Israel’s NSO Group, which makes the globally controversial Pegasus spyware said on Sunday its CEO Shalev Hulio would step down as part of a reorganisation.
The indebted, privately owned company also said it would focus sales on countries belonging to the Nato alliance.
“NSO Group announced today the company will reorganise and CEO Shalev Hulio will step down,” a company spokesperson said in a statement.
The firm’s chief operating officer, Yaron Shohat, will now “take the lead” and manage the reorganisation process, the spokesperson added.
The reorganisation “will examine all aspects of its business, including streamlining its operations to ensure NSO remains one of the world’s leading hi-tech cyber intelligence companies, focusing on Nato-member countries,” a reference to the 30-member political and military alliance.
Pegasus spyware is used to infiltrate mobile phones and extract data or activate cameras or microphones.
NSO Group says the software is sold only to government agencies to target criminals and terrorists, and sales require Israeli government approval.
However, the spyware is alleged to have been deployed by foreign governments against dissidents, journalists, diplomats and members of the clergy. Its clients have included Saudi Arabia, the United Arab Emirates, Hungary and India.
In November 2021, the Biden administration placed the company on a US blacklist after it determined it had acted “contrary to the foreign policy and national security interests of the US”.
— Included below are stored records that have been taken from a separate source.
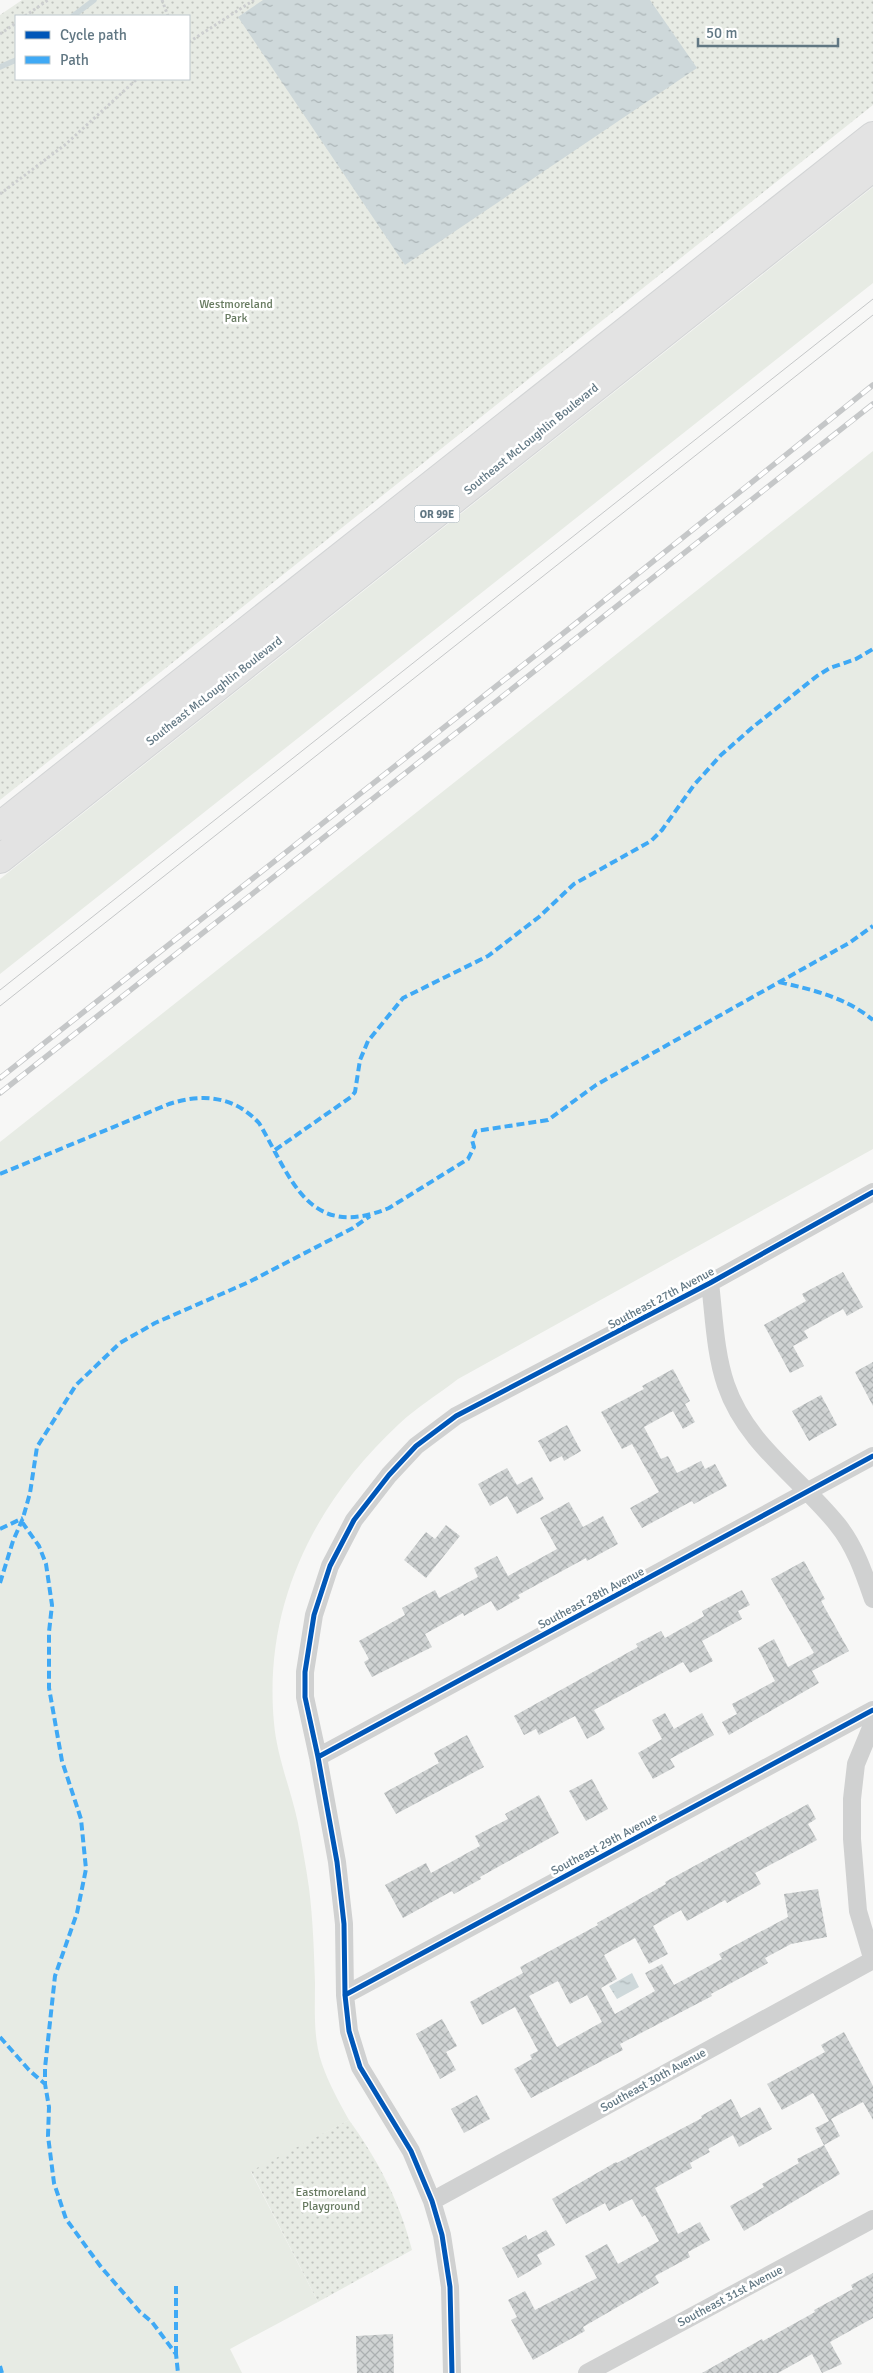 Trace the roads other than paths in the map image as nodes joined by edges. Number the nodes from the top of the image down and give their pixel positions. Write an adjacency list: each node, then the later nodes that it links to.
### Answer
1 (873, 136): 3 (highway, Southeast McLoughlin Boulevard / OR 99E)
2 (873, 167): 4 (highway, Southeast McLoughlin Boulevard / OR 99E)
3 (0, 826)
4 (0, 859)
5 (873, 1192): 6 (street, Southeast 27th Avenue)
6 (710, 1284): 8 (street); 12 (street, Southeast 27th Avenue)
7 (873, 1456): 8 (street, Southeast 28th Avenue)
8 (806, 1491): 9 (street); 12 (street, Southeast 28th Avenue)
9 (873, 1599)
10 (873, 1710): 14 (street, Southeast 29th Avenue)
11 (873, 1723): 13 (street)
12 (318, 1758): 14 (street, Southeast 27th Avenue)
13 (873, 1960): 15 (street, Southeast 30th Avenue)
14 (345, 1995): 15 (street, Southeast 27th Avenue)
15 (432, 2201): 17 (street, Southeast 27th Avenue)
16 (873, 2219): 18 (street, Southeast 31st Avenue)
17 (452, 2373)
18 (587, 2373) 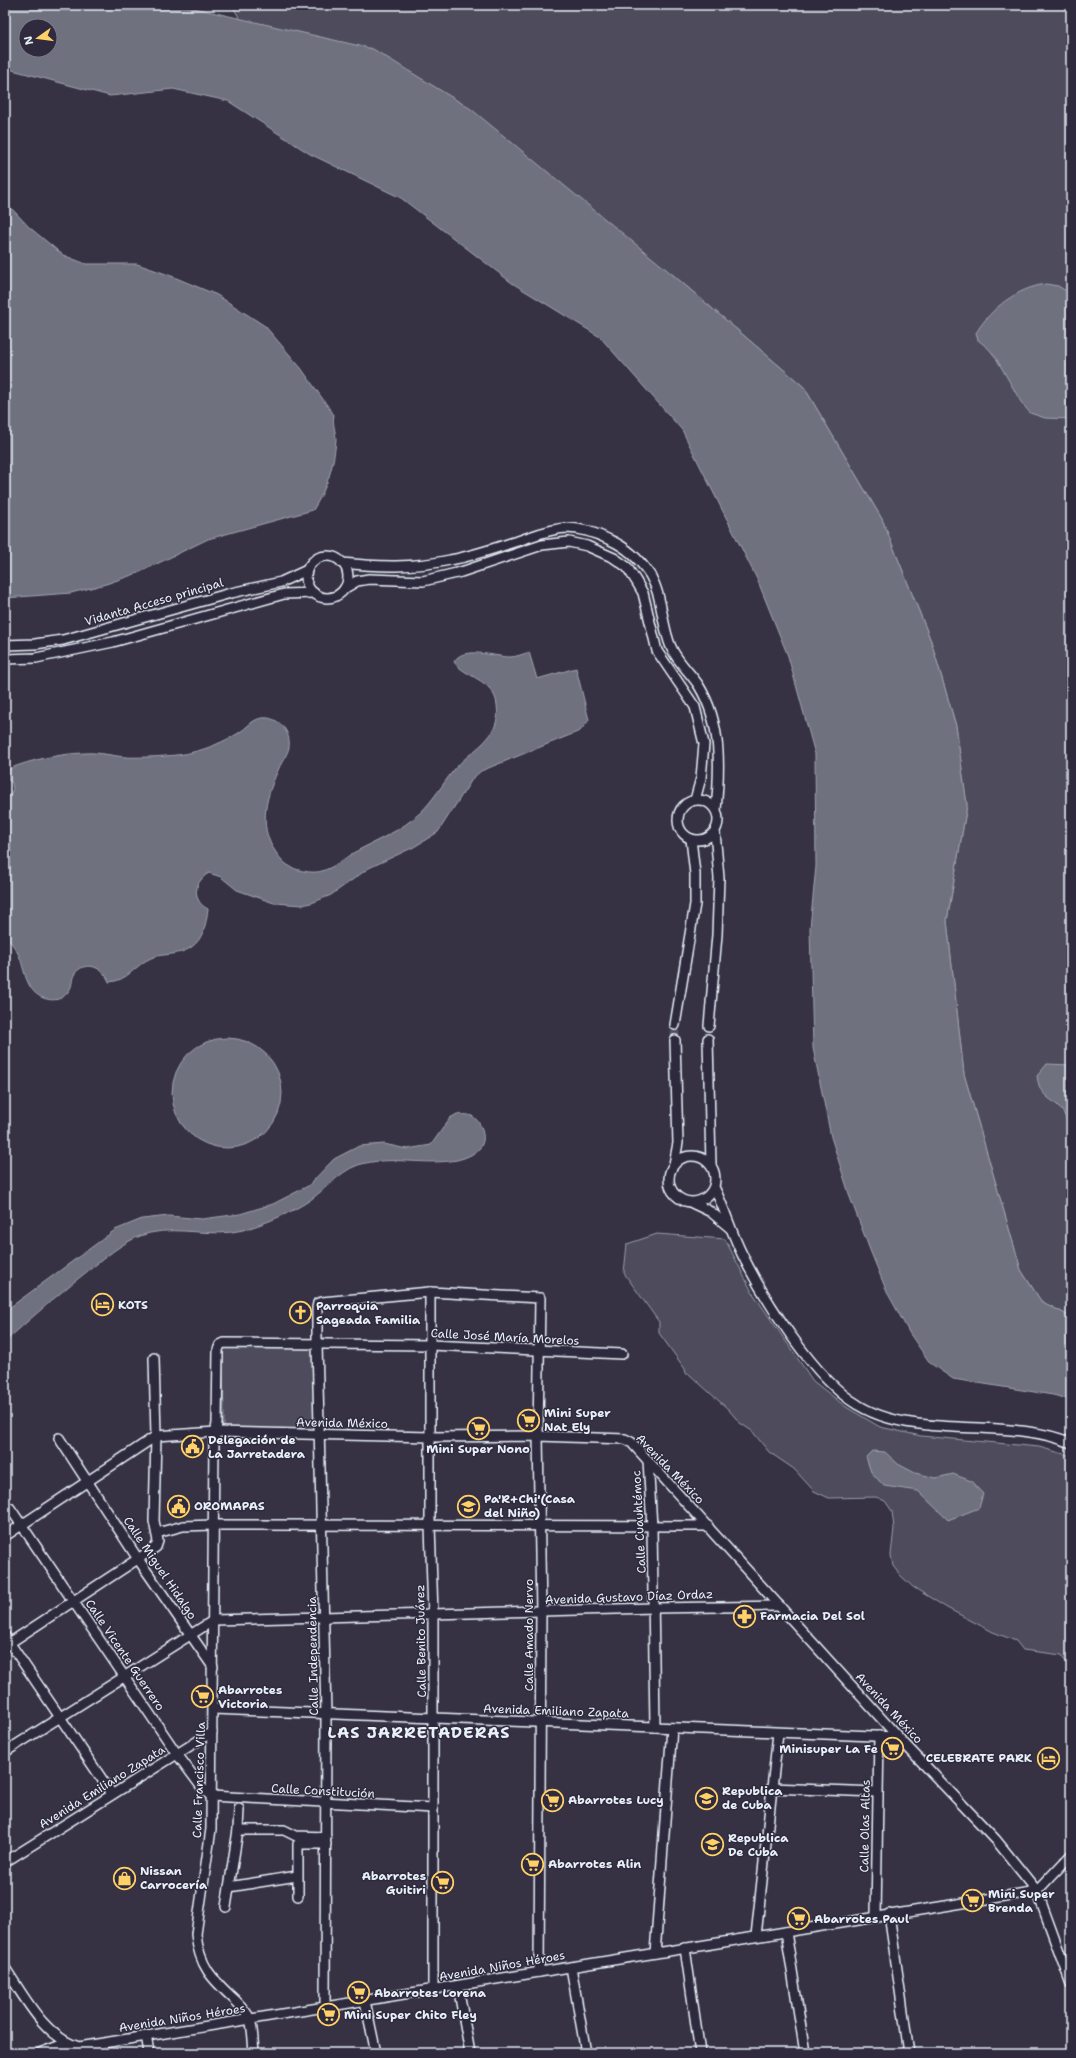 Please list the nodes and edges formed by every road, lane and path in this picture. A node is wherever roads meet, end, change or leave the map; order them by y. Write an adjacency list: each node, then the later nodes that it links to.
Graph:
1 (342, 563): 2 (street, Vidanta Acceso principal); 3 (street); 8 (street, Vidanta Acceso principal)
2 (307, 570): 4 (street); 5 (street, Vidanta Acceso principal)
3 (345, 588): 4 (street); 7 (street)
4 (314, 593): 6 (street)
5 (5, 645)
6 (5, 658)
7 (695, 800): 8 (street); 10 (street)
8 (716, 810): 9 (street, Vidanta Acceso principal)
9 (715, 832): 10 (street); 12 (street, Vidanta Acceso principal)
10 (691, 839): 11 (street)
11 (675, 1025)
12 (709, 1026)
13 (708, 1039): 16 (street)
14 (675, 1040): 15 (street)
15 (674, 1164): 16 (street); 18 (street)
16 (710, 1165): 17 (street)
17 (714, 1187): 18 (street); 19 (street)
18 (692, 1203): 19 (street)
19 (730, 1228): 33 (street)
20 (430, 1292): 21 (street, Calle Independencia); 23 (street, Calle Benito Juárez); 24 (street, Calle Amado Nervo)
21 (317, 1343): 22 (street, Calle José María Morelos); 23 (street, Calle José María Morelos); 28 (street, Calle Independencia)
22 (220, 1345): 27 (street, Calle Francisco Villa)
23 (430, 1345): 24 (street, Calle José María Morelos); 31 (street, Calle Benito Juárez)
24 (540, 1351): 25 (street, Calle José María Morelos); 30 (street, Calle Amado Nervo)
25 (622, 1354)
26 (154, 1358): 29 (street)
27 (216, 1432): 28 (street, Avenida México); 29 (street, Avenida México); 38 (street, Calle Francisco Villa)
28 (321, 1435): 31 (street, Avenida México); 39 (street, Calle Independencia)
29 (156, 1436): 35 (street, Avenida México); 44 (street)
30 (538, 1436): 31 (street, Avenida México); 34 (street, Avenida México); 41 (street, Calle Amado Nervo)
31 (430, 1437): 40 (street, Calle Benito Juárez)
32 (59, 1438): 35 (street, Calle Miguel Hidalgo)
33 (1071, 1442)
34 (648, 1460): 42 (street, Avenida México); 43 (street, Calle Cuauhtémoc)
35 (88, 1481): 37 (street, Avenida México); 46 (street, Calle Miguel Hidalgo)
36 (10, 1508): 37 (street, Calle Vicente Guerrero)
37 (22, 1525): 45 (street, Avenida México); 47 (street, Calle Vicente Guerrero)
38 (213, 1525): 39 (street); 44 (street); 53 (street, Calle Francisco Villa)
39 (322, 1525): 40 (street); 52 (street, Calle Independencia)
40 (430, 1525): 41 (street); 51 (street, Calle Benito Juárez)
41 (539, 1525): 43 (street); 50 (street, Calle Amado Nervo)
42 (708, 1526): 43 (street); 48 (street, Avenida México)
43 (652, 1527): 49 (street, Calle Cuauhtémoc)
44 (157, 1533): 46 (street)
45 (5, 1536)
46 (138, 1559): 47 (street); 54 (street, Calle Miguel Hidalgo)
47 (74, 1601): 55 (street); 57 (street, Calle Vicente Guerrero)
48 (780, 1606): 49 (street, Avenida Gustavo Díaz Ordaz); 68 (street, Avenida México)
49 (654, 1608): 50 (street, Avenida Gustavo Díaz Ordaz); 63 (street, Calle Cuauhtémoc)
50 (541, 1612): 51 (street, Avenida Gustavo Díaz Ordaz); 62 (street, Calle Amado Nervo)
51 (433, 1614): 52 (street, Avenida Gustavo Díaz Ordaz); 61 (street, Calle Benito Juárez)
52 (325, 1616): 53 (street, Avenida Gustavo Díaz Ordaz); 59 (street, Calle Independencia)
53 (214, 1620): 54 (street); 56 (street, Calle Francisco Villa)
54 (190, 1635): 56 (street, Calle Miguel Hidalgo); 57 (street)
55 (6, 1642): 60 (street)
56 (213, 1667): 58 (street, Calle Francisco Villa)
57 (124, 1676): 60 (street); 70 (street, Calle Vicente Guerrero)
58 (213, 1710): 59 (street, Avenida Emiliano Zapata); 65 (street, Calle Francisco Villa)
59 (326, 1714): 61 (street, Avenida Emiliano Zapata); 75 (street, Calle Independencia)
60 (60, 1717): 69 (street); 73 (street)
61 (433, 1718): 62 (street, Avenida Emiliano Zapata); 76 (street, Calle Benito Juárez)
62 (541, 1723): 63 (street, Avenida Emiliano Zapata); 95 (street, Calle Amado Nervo)
63 (656, 1727): 64 (street, Avenida Emiliano Zapata)
64 (672, 1728): 66 (street, Avenida Emiliano Zapata); 92 (street)
65 (212, 1732): 70 (street, Avenida Emiliano Zapata); 74 (street, Calle Francisco Villa)
66 (778, 1733): 67 (street, Avenida Emiliano Zapata); 71 (street)
67 (879, 1736): 68 (street, Avenida Emiliano Zapata); 72 (street, Calle Olas Altas)
68 (898, 1737): 84 (street, Avenida México)
69 (5, 1752)
70 (177, 1754): 73 (street, Avenida Emiliano Zapata); 74 (street, Calle Vicente Guerrero)
71 (771, 1788): 72 (street); 90 (street)
72 (877, 1792): 88 (street, Calle Olas Altas)
73 (112, 1794): 81 (street, Avenida Emiliano Zapata)
74 (211, 1796): 75 (street, Calle Constitución); 101 (street, Calle Francisco Villa)
75 (326, 1803): 76 (street, Calle Constitución); 79 (street, Calle Independencia)
76 (433, 1808): 98 (street, Calle Benito Juárez)
77 (239, 1809): 78 (street)
78 (238, 1830): 79 (street); 83 (street)
79 (326, 1841): 82 (street); 100 (street, Calle Independencia)
80 (1071, 1855): 84 (street)
81 (5, 1862)
82 (298, 1876): 83 (street); 85 (street)
83 (229, 1887): 86 (street)
84 (1037, 1891): 87 (street, Avenida Niños Héroes); 96 (street, Avenida México)
85 (298, 1896)
86 (226, 1907)
87 (889, 1914): 88 (street, Avenida Niños Héroes); 113 (street)
88 (876, 1916): 89 (street, Avenida Niños Héroes)
89 (786, 1932): 90 (street, Avenida Niños Héroes); 112 (street)
90 (756, 1936): 91 (street, Avenida Niños Héroes)
91 (685, 1948): 92 (street, Avenida Niños Héroes); 111 (street)
92 (655, 1953): 93 (street, Avenida Niños Héroes)
93 (571, 1967): 95 (street, Avenida Niños Héroes); 110 (street)
94 (5, 1968): 103 (street, Avenida Niños Héroes)
95 (540, 1972): 97 (street, Avenida Niños Héroes)
96 (1071, 1984)
97 (458, 1986): 98 (street, Avenida Niños Héroes); 109 (street)
98 (433, 1990): 99 (street, Avenida Niños Héroes)
99 (365, 2002): 100 (street, Avenida Niños Héroes); 108 (street)
100 (326, 2008): 101 (street, Avenida Niños Héroes)
101 (250, 2019): 102 (street, Avenida Niños Héroes); 107 (street)
102 (146, 2035): 104 (street, Avenida Niños Héroes); 106 (street)
103 (67, 2043): 104 (street, Avenida Niños Héroes); 105 (street)
104 (78, 2050)
105 (40, 2053)
106 (149, 2053)
107 (254, 2053)
108 (376, 2053)
109 (470, 2053)
110 (586, 2053)
111 (700, 2053)
112 (805, 2053)
113 (910, 2053)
The new designation – which places NSO in the company of hackers from China and Russia – came three months after a consortium of journalists working with the French non-profit group Forbidden Stories, revealed multiple cases of journalists and activists who were hacked by foreign governments using the spyware, including American citizens.
The Guardian and other members of the consortium also revealed that the mobile numbers of Emmanuel Macron, the French president, and nearly his entire cabinet were contained on a leaked list of individuals who were selected as possible targets of surveillance.